**Problem description**
All lines in the records that carry the string "route" are to be shown.

[Saved entries]
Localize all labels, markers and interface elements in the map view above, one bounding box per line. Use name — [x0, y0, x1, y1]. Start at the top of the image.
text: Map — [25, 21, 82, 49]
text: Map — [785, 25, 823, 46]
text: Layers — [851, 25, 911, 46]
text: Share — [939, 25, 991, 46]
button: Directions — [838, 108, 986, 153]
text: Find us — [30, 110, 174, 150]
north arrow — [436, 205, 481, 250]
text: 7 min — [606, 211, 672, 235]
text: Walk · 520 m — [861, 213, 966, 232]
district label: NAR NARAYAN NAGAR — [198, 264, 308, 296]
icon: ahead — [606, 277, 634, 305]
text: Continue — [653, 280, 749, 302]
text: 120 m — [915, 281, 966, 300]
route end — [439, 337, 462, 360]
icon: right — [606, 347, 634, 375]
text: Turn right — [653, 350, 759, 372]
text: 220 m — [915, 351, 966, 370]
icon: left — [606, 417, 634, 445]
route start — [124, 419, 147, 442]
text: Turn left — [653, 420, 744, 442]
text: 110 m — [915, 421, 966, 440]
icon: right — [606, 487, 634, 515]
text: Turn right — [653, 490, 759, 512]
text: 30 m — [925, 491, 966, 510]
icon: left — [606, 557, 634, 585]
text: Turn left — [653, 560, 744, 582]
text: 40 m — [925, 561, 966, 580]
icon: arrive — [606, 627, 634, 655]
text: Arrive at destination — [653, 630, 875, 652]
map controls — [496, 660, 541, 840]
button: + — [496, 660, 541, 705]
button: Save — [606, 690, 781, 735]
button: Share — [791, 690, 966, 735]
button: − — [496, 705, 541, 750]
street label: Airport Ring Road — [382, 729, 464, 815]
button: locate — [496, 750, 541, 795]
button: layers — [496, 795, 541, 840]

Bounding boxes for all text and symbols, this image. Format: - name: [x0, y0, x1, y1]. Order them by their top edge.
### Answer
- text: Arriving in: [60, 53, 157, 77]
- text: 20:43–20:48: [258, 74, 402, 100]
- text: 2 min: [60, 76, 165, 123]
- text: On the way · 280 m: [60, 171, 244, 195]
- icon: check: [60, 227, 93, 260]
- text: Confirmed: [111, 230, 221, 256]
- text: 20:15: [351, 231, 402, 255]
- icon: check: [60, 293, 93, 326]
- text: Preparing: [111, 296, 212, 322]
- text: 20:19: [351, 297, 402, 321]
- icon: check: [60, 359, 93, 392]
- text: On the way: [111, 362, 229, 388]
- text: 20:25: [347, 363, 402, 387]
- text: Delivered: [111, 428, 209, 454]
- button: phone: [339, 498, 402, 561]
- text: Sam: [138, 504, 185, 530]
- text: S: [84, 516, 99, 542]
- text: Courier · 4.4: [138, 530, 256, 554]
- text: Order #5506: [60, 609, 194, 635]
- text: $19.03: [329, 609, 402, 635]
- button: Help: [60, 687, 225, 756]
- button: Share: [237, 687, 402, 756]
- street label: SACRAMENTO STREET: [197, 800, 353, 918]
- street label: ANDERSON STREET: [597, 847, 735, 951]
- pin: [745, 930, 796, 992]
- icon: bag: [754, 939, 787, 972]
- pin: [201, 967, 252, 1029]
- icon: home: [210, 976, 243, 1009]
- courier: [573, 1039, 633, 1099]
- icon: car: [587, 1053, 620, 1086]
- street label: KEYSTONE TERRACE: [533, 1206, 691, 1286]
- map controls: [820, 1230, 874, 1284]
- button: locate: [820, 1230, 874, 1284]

**Solution to this exercise**
route end — [439, 337, 462, 360]
route start — [124, 419, 147, 442]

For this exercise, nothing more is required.